--- INPUT DATA Enclosed Below ---
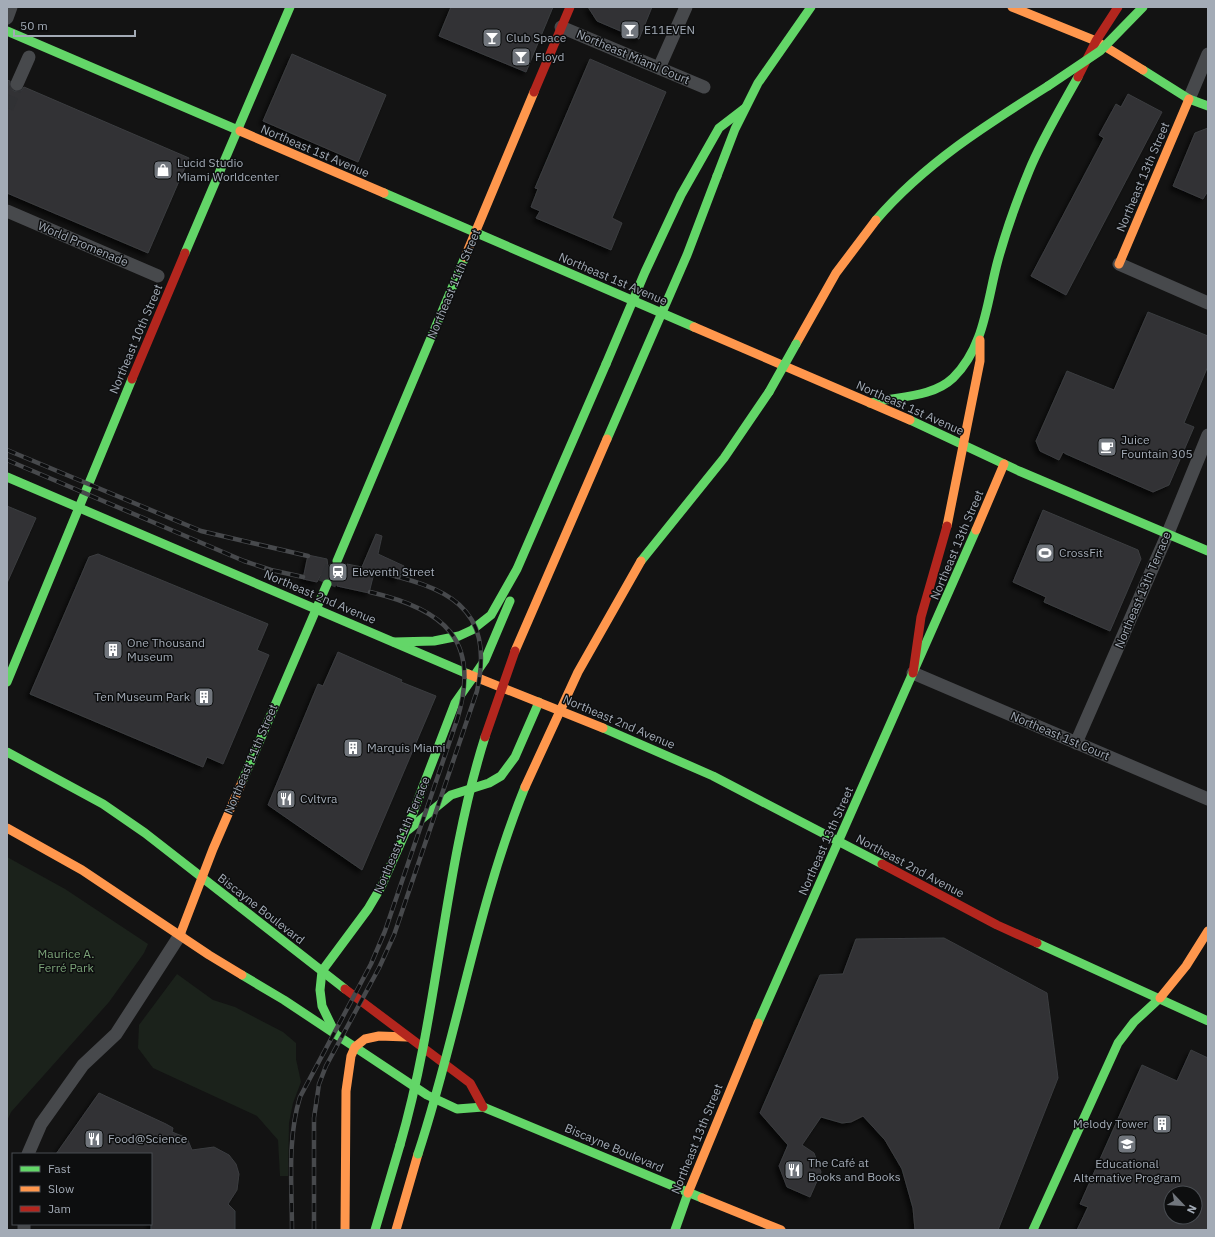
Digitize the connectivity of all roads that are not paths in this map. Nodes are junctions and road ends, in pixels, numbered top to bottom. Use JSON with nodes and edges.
{"nodes":[{"id":1,"x":11,"y":7,"type":"edge"},
{"id":2,"x":290,"y":7,"type":"edge"},
{"id":3,"x":570,"y":7,"type":"edge"},
{"id":4,"x":686,"y":7,"type":"edge"},
{"id":5,"x":811,"y":7,"type":"edge"},
{"id":6,"x":1012,"y":7,"type":"edge"},
{"id":7,"x":1118,"y":7,"type":"edge"},
{"id":8,"x":1143,"y":7,"type":"edge"},
{"id":9,"x":7,"y":18,"type":"edge"},
{"id":10,"x":561,"y":26,"type":"junction"},
{"id":11,"x":7,"y":31,"type":"edge"},
{"id":12,"x":1096,"y":40,"type":"junction"},
{"id":13,"x":1208,"y":54,"type":"edge"},
{"id":14,"x":29,"y":57,"type":"dead end"},
{"id":15,"x":659,"y":68,"type":"junction"},
{"id":16,"x":17,"y":84,"type":"tunnel mouth"},
{"id":17,"x":704,"y":87,"type":"dead end"},
{"id":18,"x":1189,"y":99,"type":"junction"},
{"id":19,"x":1208,"y":106,"type":"edge"},
{"id":20,"x":745,"y":108,"type":"junction"},
{"id":21,"x":238,"y":131,"type":"junction"},
{"id":22,"x":7,"y":211,"type":"edge"},
{"id":23,"x":476,"y":233,"type":"junction"},
{"id":24,"x":1119,"y":264,"type":"joint"},
{"id":25,"x":158,"y":276,"type":"dead end"},
{"id":26,"x":1208,"y":303,"type":"edge"},
{"id":27,"x":980,"y":336,"type":"junction"},
{"id":28,"x":870,"y":403,"type":"junction"},
{"id":29,"x":1208,"y":435,"type":"edge"},
{"id":30,"x":964,"y":444,"type":"junction"},
{"id":31,"x":1004,"y":464,"type":"junction"},
{"id":32,"x":7,"y":477,"type":"edge"},
{"id":33,"x":78,"y":507,"type":"junction"},
{"id":34,"x":1168,"y":533,"type":"junction"},
{"id":35,"x":1208,"y":551,"type":"edge"},
{"id":36,"x":337,"y":561,"type":"tunnel mouth"},
{"id":37,"x":518,"y":569,"type":"junction"},
{"id":38,"x":327,"y":584,"type":"tunnel mouth"},
{"id":39,"x":316,"y":609,"type":"junction"},
{"id":40,"x":394,"y":642,"type":"junction"},
{"id":41,"x":913,"y":673,"type":"junction"},
{"id":42,"x":474,"y":676,"type":"junction"},
{"id":43,"x":7,"y":682,"type":"edge"},
{"id":44,"x":539,"y":702,"type":"junction"},
{"id":45,"x":1076,"y":743,"type":"junction"},
{"id":46,"x":7,"y":752,"type":"edge"},
{"id":47,"x":1208,"y":799,"type":"edge"},
{"id":48,"x":7,"y":828,"type":"edge"},
{"id":49,"x":406,"y":831,"type":"junction"},
{"id":50,"x":838,"y":842,"type":"junction"},
{"id":51,"x":201,"y":878,"type":"junction"},
{"id":52,"x":1208,"y":931,"type":"edge"},
{"id":53,"x":180,"y":935,"type":"junction"},
{"id":54,"x":322,"y":971,"type":"junction"},
{"id":55,"x":1159,"y":999,"type":"junction"},
{"id":56,"x":1208,"y":1020,"type":"edge"},
{"id":57,"x":335,"y":1032,"type":"junction"},
{"id":58,"x":407,"y":1037,"type":"junction"},
{"id":59,"x":355,"y":1047,"type":"junction"},
{"id":60,"x":483,"y":1107,"type":"junction"},
{"id":61,"x":28,"y":1153,"type":"edge"},
{"id":62,"x":688,"y":1193,"type":"junction"},
{"id":63,"x":345,"y":1230,"type":"edge"},
{"id":64,"x":375,"y":1230,"type":"edge"},
{"id":65,"x":396,"y":1230,"type":"edge"},
{"id":66,"x":675,"y":1230,"type":"edge"},
{"id":67,"x":781,"y":1230,"type":"edge"},
{"id":68,"x":1033,"y":1230,"type":"edge"}],
"edges":[{"from":1,"to":9,"type":"street"},
{"from":2,"to":21,"type":"main road","name":"Northeast 10th Street"},
{"from":3,"to":10,"type":"main road","name":"Northeast 11th Street"},
{"from":4,"to":15,"type":"street"},
{"from":5,"to":20,"type":"main road"},
{"from":6,"to":12,"type":"main road"},
{"from":7,"to":12,"type":"main road"},
{"from":8,"to":65,"type":"main road","bridge":true},
{"from":10,"to":15,"type":"street","name":"Northeast Miami Court"},
{"from":10,"to":23,"type":"main road","name":"Northeast 11th Street"},
{"from":11,"to":21,"type":"main road","name":"Northeast 1st Avenue"},
{"from":12,"to":18,"type":"main road"},
{"from":12,"to":27,"type":"main road"},
{"from":13,"to":18,"type":"street"},
{"from":14,"to":16,"type":"street"},
{"from":15,"to":17,"type":"street","name":"Northeast Miami Court"},
{"from":18,"to":19,"type":"main road"},
{"from":18,"to":24,"type":"main road","name":"Northeast 13th Street"},
{"from":20,"to":37,"type":"main road","bridge":true},
{"from":20,"to":64,"type":"main road","bridge":true},
{"from":21,"to":23,"type":"main road","name":"Northeast 1st Avenue"},
{"from":21,"to":33,"type":"main road","name":"Northeast 10th Street"},
{"from":22,"to":25,"type":"street","name":"World Promenade"},
{"from":23,"to":28,"type":"main road","name":"Northeast 1st Avenue"},
{"from":23,"to":36,"type":"main road","name":"Northeast 11th Street"},
{"from":24,"to":26,"type":"street"},
{"from":27,"to":28,"type":"main road"},
{"from":27,"to":30,"type":"main road"},
{"from":28,"to":30,"type":"main road","name":"Northeast 1st Avenue"},
{"from":29,"to":34,"type":"street","name":"Northeast 13th Terrace"},
{"from":30,"to":31,"type":"main road","name":"Northeast 1st Avenue"},
{"from":30,"to":41,"type":"main road"},
{"from":31,"to":34,"type":"main road","name":"Northeast 1st Avenue"},
{"from":31,"to":41,"type":"main road","name":"Northeast 13th Street"},
{"from":32,"to":33,"type":"main road","name":"Northeast 2nd Avenue"},
{"from":33,"to":39,"type":"main road","name":"Northeast 2nd Avenue"},
{"from":33,"to":43,"type":"main road","name":"Northeast 10th Street"},
{"from":34,"to":35,"type":"main road","name":"Northeast 1st Avenue"},
{"from":34,"to":45,"type":"street","name":"Northeast 13th Terrace"},
{"from":37,"to":40,"type":"main road"},
{"from":37,"to":42,"type":"main road","name":"Northeast 11th Terrace"},
{"from":38,"to":39,"type":"main road","name":"Northeast 11th Street"},
{"from":39,"to":40,"type":"main road","name":"Northeast 2nd Avenue"},
{"from":39,"to":51,"type":"main road","name":"Northeast 11th Street"},
{"from":40,"to":42,"type":"main road","name":"Northeast 2nd Avenue"},
{"from":41,"to":45,"type":"street","name":"Northeast 1st Court"},
{"from":41,"to":50,"type":"main road","name":"Northeast 13th Street"},
{"from":42,"to":44,"type":"main road","name":"Northeast 2nd Avenue"},
{"from":42,"to":49,"type":"main road","name":"Northeast 11th Terrace"},
{"from":44,"to":49,"type":"main road"},
{"from":44,"to":50,"type":"main road","name":"Northeast 2nd Avenue"},
{"from":45,"to":47,"type":"street","name":"Northeast 1st Court"},
{"from":46,"to":51,"type":"main road","name":"Biscayne Boulevard"},
{"from":48,"to":53,"type":"main road","name":"Biscayne Boulevard"},
{"from":49,"to":54,"type":"main road","name":"Northeast 11th Terrace"},
{"from":50,"to":55,"type":"main road","name":"Northeast 2nd Avenue"},
{"from":50,"to":62,"type":"main road","name":"Northeast 13th Street"},
{"from":51,"to":53,"type":"main road","name":"Northeast 11th Street"},
{"from":51,"to":54,"type":"main road","name":"Biscayne Boulevard"},
{"from":52,"to":55,"type":"main road"},
{"from":53,"to":57,"type":"main road","name":"Biscayne Boulevard"},
{"from":53,"to":61,"type":"street"},
{"from":54,"to":57,"type":"main road"},
{"from":54,"to":58,"type":"main road","name":"Biscayne Boulevard"},
{"from":55,"to":56,"type":"main road","name":"Northeast 2nd Avenue"},
{"from":55,"to":68,"type":"main road"},
{"from":57,"to":59,"type":"main road","name":"Biscayne Boulevard"},
{"from":58,"to":59,"type":"main road"},
{"from":58,"to":60,"type":"main road","name":"Biscayne Boulevard"},
{"from":59,"to":60,"type":"main road","name":"Biscayne Boulevard"},
{"from":59,"to":63,"type":"main road"},
{"from":60,"to":62,"type":"main road","name":"Biscayne Boulevard"},
{"from":62,"to":66,"type":"main road","name":"Northeast 13th Street"},
{"from":62,"to":67,"type":"main road","name":"Biscayne Boulevard"}]}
--- End of Enclosed INPUT DATA ---
Which lines of the records above hold the word "dead"? Copy each of them.

{"id":14,"x":29,"y":57,"type":"dead end"},
{"id":17,"x":704,"y":87,"type":"dead end"},
{"id":25,"x":158,"y":276,"type":"dead end"},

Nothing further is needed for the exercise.